Later, the train was bombed forty-five miles from Seoul and its locomotive destroyed, so the three got off the train and set out on foot toward Seoul.
However, the peninsula had already become a hellscape: Japanese were being massacred one after another by the Korean communist forces acting in concert with the Soviet army; the corpses of Japanese had their gold teeth pulled, their bodies stripped naked, all Japanese land, houses, and property were seized, and Japanese women from little girls to young women were raped indiscriminately.

In the United States, the book has been highly regarded as a good work that conveys the horrors of war and has been used as a school textbook.
However, among Korean-Americans a movement arose to expel the book, and it began to be removed from school reading lists.

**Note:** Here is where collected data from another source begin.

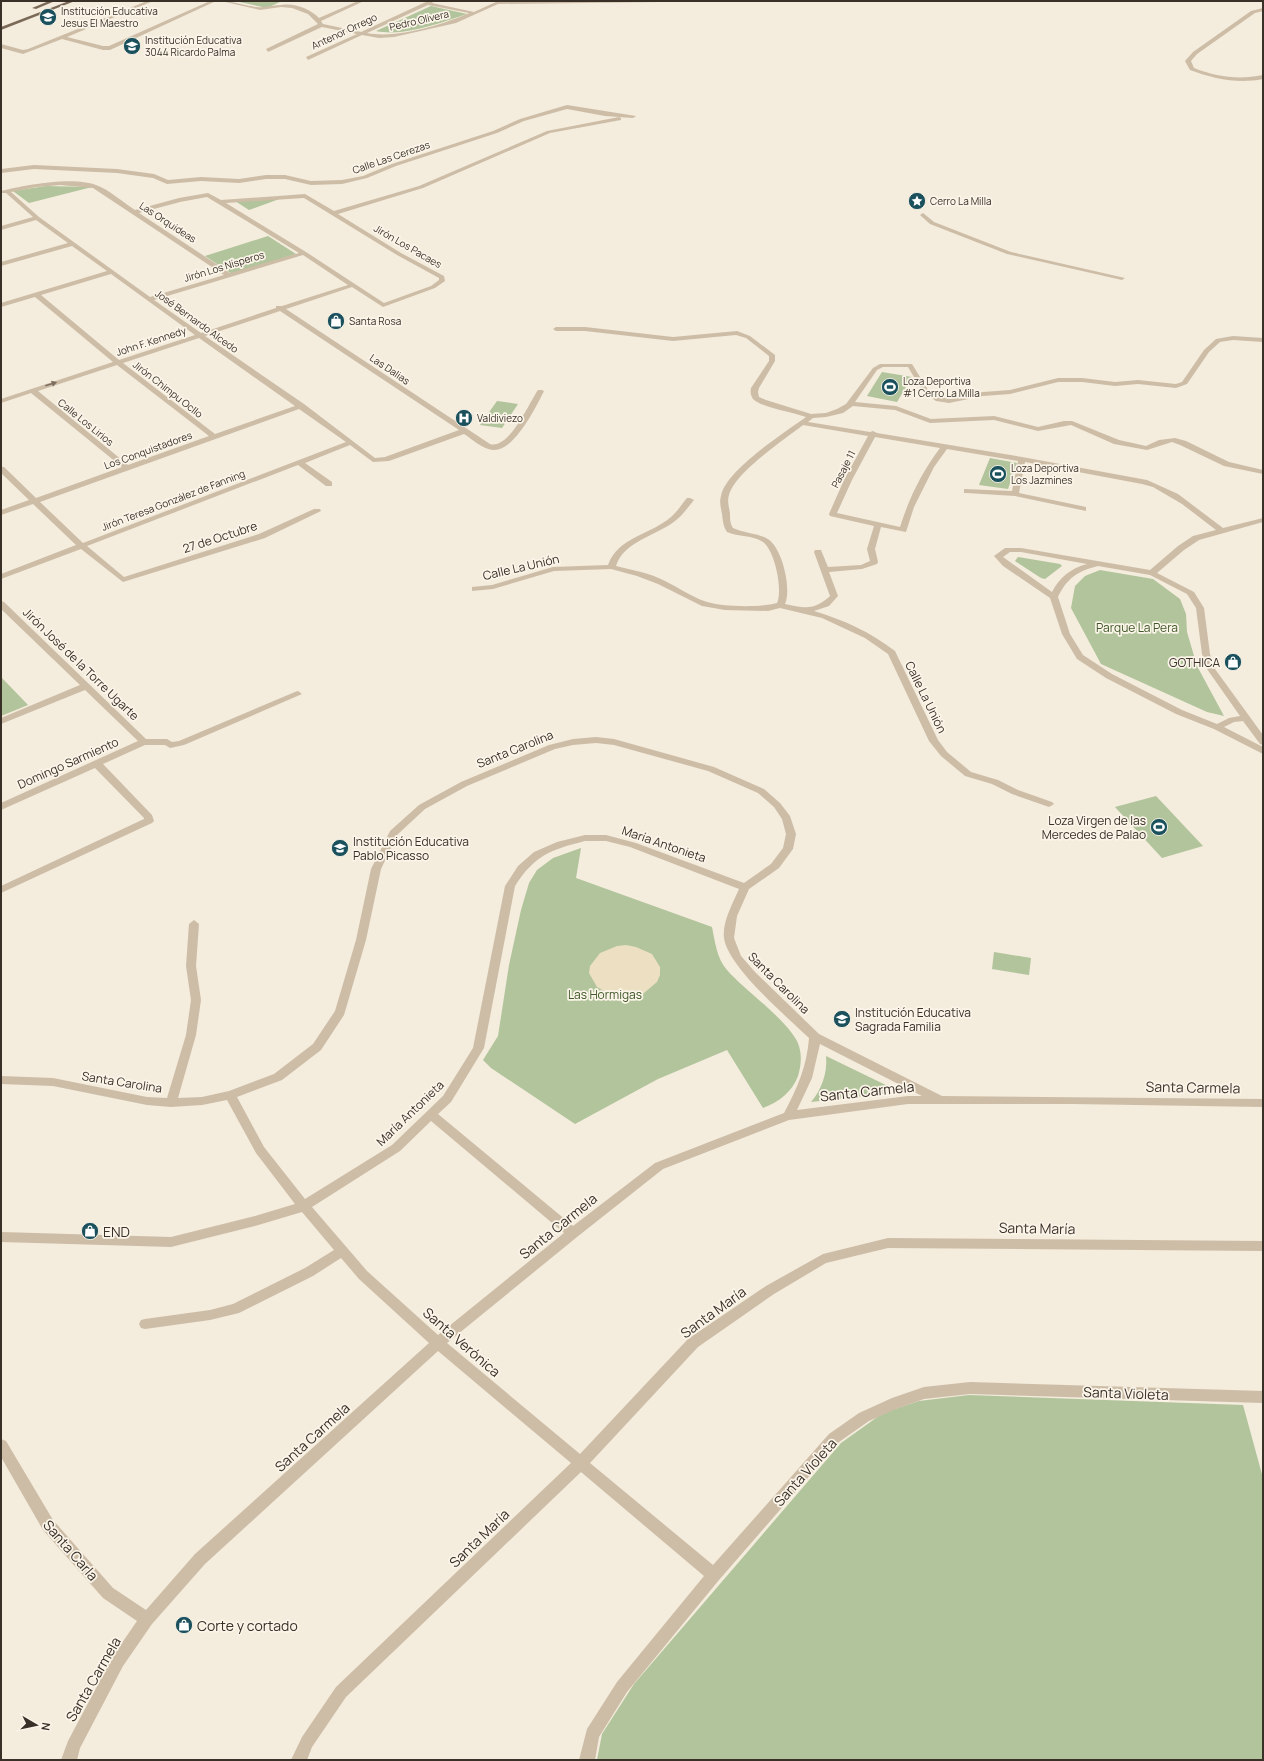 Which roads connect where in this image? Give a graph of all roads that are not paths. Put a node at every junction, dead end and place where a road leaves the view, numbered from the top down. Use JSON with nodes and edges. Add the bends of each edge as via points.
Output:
{"nodes":[{"id":1,"x":53,"y":1,"type":"edge"},
{"id":2,"x":73,"y":1,"type":"edge"},
{"id":3,"x":151,"y":1,"type":"edge"},
{"id":4,"x":214,"y":1,"type":"edge"},
{"id":5,"x":223,"y":1,"type":"edge"},
{"id":6,"x":292,"y":1,"type":"edge"},
{"id":7,"x":362,"y":1,"type":"edge"},
{"id":8,"x":661,"y":1,"type":"edge"},
{"id":9,"x":429,"y":2,"type":"edge"},
{"id":10,"x":499,"y":2,"type":"edge"},
{"id":11,"x":282,"y":5,"type":"junction"},
{"id":12,"x":1263,"y":9,"type":"edge"},
{"id":13,"x":28,"y":11,"type":"dead end"},
{"id":14,"x":474,"y":13,"type":"junction"},
{"id":15,"x":320,"y":22,"type":"junction"},
{"id":16,"x":1,"y":29,"type":"edge"},
{"id":17,"x":361,"y":34,"type":"junction"},
{"id":18,"x":62,"y":37,"type":"junction"},
{"id":19,"x":1,"y":46,"type":"edge"},
{"id":20,"x":268,"y":50,"type":"dead end"},
{"id":21,"x":308,"y":58,"type":"dead end"},
{"id":22,"x":1263,"y":77,"type":"edge"},
{"id":23,"x":1,"y":171,"type":"edge"},
{"id":24,"x":4,"y":192,"type":"edge"},
{"id":25,"x":222,"y":202,"type":"junction"},
{"id":26,"x":135,"y":212,"type":"junction"},
{"id":27,"x":335,"y":213,"type":"junction"},
{"id":28,"x":923,"y":215,"type":"dead end"},
{"id":29,"x":37,"y":218,"type":"junction"},
{"id":30,"x":1,"y":228,"type":"edge"},
{"id":31,"x":73,"y":244,"type":"junction"},
{"id":32,"x":304,"y":253,"type":"junction"},
{"id":33,"x":1,"y":264,"type":"edge"},
{"id":34,"x":112,"y":272,"type":"junction"},
{"id":35,"x":229,"y":275,"type":"junction"},
{"id":36,"x":1122,"y":278,"type":"dead end"},
{"id":37,"x":350,"y":283,"type":"junction"},
{"id":38,"x":37,"y":295,"type":"junction"},
{"id":39,"x":150,"y":299,"type":"junction"},
{"id":40,"x":1,"y":305,"type":"edge"},
{"id":41,"x":278,"y":306,"type":"junction"},
{"id":42,"x":556,"y":329,"type":"dead end"},
{"id":43,"x":193,"y":331,"type":"junction"},
{"id":44,"x":199,"y":336,"type":"junction"},
{"id":45,"x":1263,"y":340,"type":"edge"},
{"id":46,"x":112,"y":358,"type":"junction"},
{"id":47,"x":118,"y":363,"type":"junction"},
{"id":48,"x":33,"y":391,"type":"junction"},
{"id":49,"x":540,"y":391,"type":"dead end"},
{"id":50,"x":1,"y":394,"type":"edge"},
{"id":51,"x":1,"y":401,"type":"edge"},
{"id":52,"x":850,"y":404,"type":"junction"},
{"id":53,"x":301,"y":406,"type":"junction"},
{"id":54,"x":811,"y":416,"type":"junction"},
{"id":55,"x":803,"y":423,"type":"junction"},
{"id":56,"x":464,"y":431,"type":"junction"},
{"id":57,"x":873,"y":433,"type":"junction"},
{"id":58,"x":214,"y":437,"type":"junction"},
{"id":59,"x":351,"y":442,"type":"junction"},
{"id":60,"x":945,"y":446,"type":"junction"},
{"id":61,"x":1022,"y":459,"type":"junction"},
{"id":62,"x":299,"y":462,"type":"junction"},
{"id":63,"x":127,"y":468,"type":"junction"},
{"id":64,"x":1,"y":469,"type":"edge"},
{"id":65,"x":1263,"y":472,"type":"edge"},
{"id":66,"x":329,"y":484,"type":"dead end"},
{"id":67,"x":967,"y":491,"type":"dead end"},
{"id":68,"x":1015,"y":494,"type":"junction"},
{"id":69,"x":690,"y":500,"type":"dead end"},
{"id":70,"x":35,"y":501,"type":"junction"},
{"id":71,"x":1083,"y":509,"type":"dead end"},
{"id":72,"x":317,"y":511,"type":"dead end"},
{"id":73,"x":1,"y":513,"type":"edge"},
{"id":74,"x":1263,"y":520,"type":"edge"},
{"id":75,"x":878,"y":525,"type":"junction"},
{"id":76,"x":1220,"y":530,"type":"junction"},
{"id":77,"x":82,"y":546,"type":"junction"},
{"id":78,"x":818,"y":552,"type":"dead end"},
{"id":79,"x":1098,"y":564,"type":"junction"},
{"id":80,"x":611,"y":567,"type":"junction"},
{"id":81,"x":824,"y":570,"type":"junction"},
{"id":82,"x":1152,"y":573,"type":"junction"},
{"id":83,"x":1,"y":577,"type":"edge"},
{"id":84,"x":475,"y":589,"type":"dead end"},
{"id":85,"x":1054,"y":597,"type":"junction"},
{"id":86,"x":1,"y":604,"type":"edge"},
{"id":87,"x":780,"y":605,"type":"junction"},
{"id":88,"x":808,"y":610,"type":"junction"},
{"id":89,"x":86,"y":686,"type":"junction"},
{"id":90,"x":298,"y":694,"type":"dead end"},
{"id":91,"x":1245,"y":718,"type":"junction"},
{"id":92,"x":1,"y":721,"type":"edge"},
{"id":93,"x":1217,"y":727,"type":"junction"},
{"id":94,"x":144,"y":742,"type":"junction"},
{"id":95,"x":1263,"y":742,"type":"edge"},
{"id":96,"x":1263,"y":751,"type":"edge"},
{"id":97,"x":97,"y":764,"type":"junction"},
{"id":98,"x":1049,"y":804,"type":"dead end"},
{"id":99,"x":1,"y":806,"type":"edge"},
{"id":100,"x":746,"y":887,"type":"junction"},
{"id":101,"x":1,"y":890,"type":"edge"},
{"id":102,"x":194,"y":924,"type":"dead end"},
{"id":103,"x":815,"y":1038,"type":"junction"},
{"id":104,"x":1,"y":1080,"type":"edge"},
{"id":105,"x":230,"y":1096,"type":"junction"},
{"id":106,"x":941,"y":1100,"type":"junction"},
{"id":107,"x":172,"y":1102,"type":"junction"},
{"id":108,"x":1263,"y":1103,"type":"edge"},
{"id":109,"x":431,"y":1115,"type":"junction"},
{"id":110,"x":788,"y":1116,"type":"junction"},
{"id":111,"x":304,"y":1206,"type":"junction"},
{"id":112,"x":573,"y":1232,"type":"junction"},
{"id":113,"x":1,"y":1237,"type":"edge"},
{"id":114,"x":1263,"y":1246,"type":"edge"},
{"id":115,"x":342,"y":1251,"type":"junction"},
{"id":116,"x":145,"y":1324,"type":"dead end"},
{"id":117,"x":438,"y":1344,"type":"junction"},
{"id":118,"x":1263,"y":1397,"type":"edge"},
{"id":119,"x":1,"y":1445,"type":"edge"},
{"id":120,"x":580,"y":1464,"type":"junction"},
{"id":121,"x":714,"y":1575,"type":"junction"},
{"id":122,"x":147,"y":1619,"type":"junction"},
{"id":123,"x":69,"y":1760,"type":"edge"},
{"id":124,"x":299,"y":1760,"type":"edge"},
{"id":125,"x":586,"y":1760,"type":"edge"}],
"edges":[{"from":1,"to":13,"type":"main road"},
{"from":2,"to":16,"type":"main road"},
{"from":3,"to":18,"type":"street"},
{"from":4,"to":18,"type":"street","via":[[110,48]]},
{"from":5,"to":11,"type":"street","via":[[258,9]]},
{"from":6,"to":11,"type":"street"},
{"from":7,"to":15,"type":"street"},
{"from":8,"to":10,"type":"street"},
{"from":9,"to":14,"type":"street"},
{"from":9,"to":17,"type":"street","name":"Antenor Orrego"},
{"from":10,"to":14,"type":"street","name":"Pedro Olivera"},
{"from":11,"to":15,"type":"street","name":"Pedro Olivera","via":[[314,14]]},
{"from":12,"to":22,"type":"street","via":[[1253,12],[1195,53],[1188,61],[1192,70],[1200,73],[1239,79]]},
{"from":14,"to":17,"type":"street","name":"Pedro Olivera","via":[[454,22],[394,36]]},
{"from":15,"to":17,"type":"street","name":"Pedro Olivera"},
{"from":15,"to":20,"type":"street"},
{"from":17,"to":21,"type":"street","name":"Antenor Orrego"},
{"from":18,"to":19,"type":"street","via":[[27,51]]},
{"from":23,"to":27,"type":"street","name":"Calle Las Cerezas","via":[[34,167],[117,171],[154,176],[167,182],[201,179],[239,181],[266,176],[316,183],[356,180],[394,164],[567,107],[633,116],[549,132],[421,187]]},
{"from":24,"to":26,"type":"street","name":"Las Orquideas","via":[[48,185],[82,184],[95,186]]},
{"from":24,"to":29,"type":"street","name":"José Bernardo Alcedo"},
{"from":25,"to":26,"type":"street","via":[[208,195],[201,195]]},
{"from":25,"to":27,"type":"street","name":"Jirón Los Pacaes","via":[[305,196]]},
{"from":25,"to":32,"type":"street"},
{"from":26,"to":35,"type":"street","name":"Las Orquideas"},
{"from":27,"to":37,"type":"street","name":"Jirón Los Pacaes","via":[[399,254],[442,277],[440,284],[433,288],[383,305]]},
{"from":28,"to":36,"type":"street","via":[[932,223],[1009,253]]},
{"from":29,"to":30,"type":"street"},
{"from":29,"to":31,"type":"street","name":"José Bernardo Alcedo"},
{"from":31,"to":33,"type":"street"},
{"from":31,"to":34,"type":"street","name":"José Bernardo Alcedo"},
{"from":32,"to":35,"type":"street","name":"Jirón Los Nísperos"},
{"from":32,"to":37,"type":"street"},
{"from":34,"to":38,"type":"street"},
{"from":34,"to":39,"type":"street","name":"José Bernardo Alcedo"},
{"from":35,"to":39,"type":"street","name":"Jirón Los Nísperos"},
{"from":37,"to":41,"type":"street","name":"John F. Kennedy"},
{"from":38,"to":40,"type":"street"},
{"from":38,"to":46,"type":"street","name":"Jirón Chimpu Ocllo"},
{"from":39,"to":43,"type":"street","name":"José Bernardo Alcedo"},
{"from":41,"to":43,"type":"street","name":"John F. Kennedy"},
{"from":41,"to":44,"type":"street","name":"John F. Kennedy"},
{"from":41,"to":56,"type":"street","name":"Las Dalias"},
{"from":42,"to":54,"type":"street","via":[[592,330],[673,339],[737,333],[748,337],[772,355],[772,361],[755,388],[756,398]]},
{"from":43,"to":44,"type":"street","name":"José Bernardo Alcedo"},
{"from":43,"to":46,"type":"street","name":"John F. Kennedy"},
{"from":44,"to":47,"type":"street","name":"John F. Kennedy"},
{"from":44,"to":53,"type":"street","name":"José Bernardo Alcedo"},
{"from":45,"to":52,"type":"street","via":[[1218,340],[1206,351],[1185,383],[1176,386],[1138,382],[1115,384],[1058,380],[1010,392],[949,401],[939,400],[925,392],[910,365],[882,365],[875,369]]},
{"from":46,"to":47,"type":"street","name":"Jirón Chimpu Ocllo"},
{"from":46,"to":50,"type":"street","name":"John F. Kennedy"},
{"from":48,"to":47,"type":"street","name":"John F. Kennedy","one_way":true},
{"from":47,"to":58,"type":"street","name":"Jirón Chimpu Ocllo"},
{"from":48,"to":51,"type":"street","name":"John F. Kennedy"},
{"from":48,"to":63,"type":"street","name":"Calle Los Lirios"},
{"from":49,"to":56,"type":"street","name":"Las Dalias","via":[[528,416],[503,446],[487,446]]},
{"from":52,"to":54,"type":"street","via":[[840,412]]},
{"from":52,"to":65,"type":"street","via":[[896,408],[930,421],[994,418],[1038,429],[1072,423],[1117,442],[1147,448],[1172,440],[1227,464]]},
{"from":53,"to":58,"type":"street","name":"Los Conquistadores"},
{"from":53,"to":59,"type":"street","name":"José Bernardo Alcedo"},
{"from":54,"to":55,"type":"street"},
{"from":55,"to":57,"type":"street"},
{"from":55,"to":87,"type":"street","via":[[754,460],[737,476],[725,493],[727,526],[731,530],[767,541],[775,553],[785,593]]},
{"from":56,"to":59,"type":"street","name":"José Bernardo Alcedo","via":[[379,460],[373,460]]},
{"from":57,"to":60,"type":"street"},
{"from":57,"to":75,"type":"street","name":"Pasaje 11","via":[[833,514]]},
{"from":58,"to":63,"type":"street","name":"Los Conquistadores"},
{"from":59,"to":62,"type":"street","name":"Jirón Teresa González de Fanning"},
{"from":60,"to":61,"type":"street"},
{"from":60,"to":75,"type":"street","via":[[930,468],[910,507],[903,530]]},
{"from":61,"to":68,"type":"street"},
{"from":61,"to":76,"type":"street","via":[[1159,486],[1179,496]]},
{"from":62,"to":66,"type":"street"},
{"from":62,"to":77,"type":"street","name":"Jirón Teresa González de Fanning"},
{"from":63,"to":70,"type":"street","name":"Los Conquistadores"},
{"from":64,"to":70,"type":"street"},
{"from":67,"to":68,"type":"street"},
{"from":68,"to":71,"type":"street"},
{"from":69,"to":80,"type":"street","via":[[673,519],[631,542],[615,556]]},
{"from":70,"to":73,"type":"street","name":"Los Conquistadores"},
{"from":70,"to":77,"type":"street"},
{"from":72,"to":77,"type":"street","name":"27 de Octubre","via":[[262,536],[127,580],[120,578]]},
{"from":74,"to":76,"type":"street"},
{"from":75,"to":81,"type":"street","via":[[871,549],[874,562],[862,567]]},
{"from":76,"to":82,"type":"street","via":[[1196,538]]},
{"from":77,"to":83,"type":"street","name":"Jirón Teresa González de Fanning"},
{"from":78,"to":81,"type":"street"},
{"from":79,"to":82,"type":"street"},
{"from":79,"to":85,"type":"street","via":[[1080,568],[1070,575],[1060,584]]},
{"from":79,"to":85,"type":"street","via":[[1021,550],[1008,550],[998,556],[999,560]]},
{"from":80,"to":84,"type":"street","name":"Calle La Unión","via":[[553,569],[493,587]]},
{"from":80,"to":87,"type":"street","name":"Calle La Unión","via":[[661,582],[702,603],[726,608],[768,608]]},
{"from":81,"to":88,"type":"street","via":[[834,596],[826,604]]},
{"from":82,"to":91,"type":"street","via":[[1183,588],[1195,599],[1200,608],[1211,669]]},
{"from":85,"to":93,"type":"street","via":[[1066,634],[1080,657],[1109,676],[1180,712]]},
{"from":86,"to":89,"type":"street","name":"Jirón José de la Torre Ugarte"},
{"from":87,"to":88,"type":"street","name":"Calle La Unión"},
{"from":88,"to":98,"type":"street","name":"Calle La Unión","via":[[881,643],[892,653],[934,741],[944,754],[968,774]]},
{"from":89,"to":92,"type":"street"},
{"from":89,"to":94,"type":"street","name":"Jirón José de la Torre Ugarte"},
{"from":90,"to":94,"type":"street","via":[[181,743],[170,745],[167,742]]},
{"from":91,"to":93,"type":"street","via":[[1232,720]]},
{"from":91,"to":95,"type":"street"},
{"from":93,"to":96,"type":"street"},
{"from":94,"to":97,"type":"street","name":"Domingo Sarmiento"},
{"from":97,"to":99,"type":"street","name":"Domingo Sarmiento"},
{"from":97,"to":101,"type":"street","via":[[149,817],[148,821]]},
{"from":100,"to":103,"type":"street","name":"Santa Carolina","via":[[732,916],[729,938],[736,957]]},
{"from":100,"to":105,"type":"street","name":"Santa Carolina","via":[[775,866],[788,849],[791,834],[787,818],[761,791],[711,769],[614,742],[573,742],[518,760],[422,806],[393,833],[376,869],[361,940],[340,1012],[317,1047],[300,1060],[278,1076]]},
{"from":100,"to":109,"type":"street","name":"María Antonieta","via":[[633,845],[606,838],[585,838],[560,844],[537,854],[522,868],[510,886],[478,1048],[455,1088]]},
{"from":102,"to":107,"type":"street","via":[[191,966],[196,1000],[191,1035]]},
{"from":103,"to":106,"type":"street","name":"Santa Carolina"},
{"from":103,"to":110,"type":"street","via":[[814,1059],[803,1088]]},
{"from":104,"to":107,"type":"street","name":"Santa Carolina","via":[[53,1082],[148,1101]]},
{"from":105,"to":107,"type":"street","name":"Santa Carolina","via":[[202,1101]]},
{"from":105,"to":111,"type":"street","name":"Santa Verónica","via":[[260,1150]]},
{"from":106,"to":108,"type":"street","name":"Santa Carmela"},
{"from":106,"to":110,"type":"street","name":"Santa Carmela","via":[[908,1100]]},
{"from":109,"to":111,"type":"street","name":"María Antonieta","via":[[386,1155]]},
{"from":109,"to":112,"type":"street"},
{"from":110,"to":112,"type":"street","name":"Santa Carmela","via":[[660,1166]]},
{"from":111,"to":113,"type":"street","name":"María Antonieta","via":[[171,1242]]},
{"from":111,"to":115,"type":"street","name":"Santa Verónica"},
{"from":112,"to":117,"type":"street","name":"Santa Carmela"},
{"from":114,"to":120,"type":"street","name":"Santa María","via":[[888,1243],[823,1259],[770,1290],[693,1343]]},
{"from":115,"to":116,"type":"street","via":[[309,1272],[235,1309]]},
{"from":115,"to":117,"type":"street","name":"Santa Verónica"},
{"from":117,"to":120,"type":"street","name":"Santa Verónica"},
{"from":117,"to":122,"type":"street","name":"Santa Carmela","via":[[200,1559]]},
{"from":118,"to":121,"type":"street","name":"Santa Violeta","via":[[970,1388],[924,1393],[864,1417],[834,1438]]},
{"from":119,"to":122,"type":"street","name":"Santa Carla","via":[[48,1525],[108,1593]]},
{"from":120,"to":121,"type":"street","name":"Santa Verónica"},
{"from":120,"to":124,"type":"street","name":"Santa María","via":[[341,1692],[307,1742]]},
{"from":121,"to":125,"type":"street","name":"Santa Violeta","via":[[622,1687],[592,1734]]},
{"from":122,"to":123,"type":"street","name":"Santa Carmela","via":[[118,1661],[73,1746]]}]}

Subsequently, however, moves have emerged to adopt it again, and it seems that the expulsion campaign led by Koreans has not gone entirely well so far, but it still appears to be ongoing.

Why has such a movement occurred?
It seems that it is because the portrayal of Koreans and Korean people in this book is inconvenient for Koreans who wish to cast Japan as the absolute villain and remain forever in the role of victim.
On the one hand they fabricate and wildly exaggerate the so-called “comfort women” issue and loudly propagate it, and on the other they move to suppress anything that is inconvenient for them.
This is what Koreans are like.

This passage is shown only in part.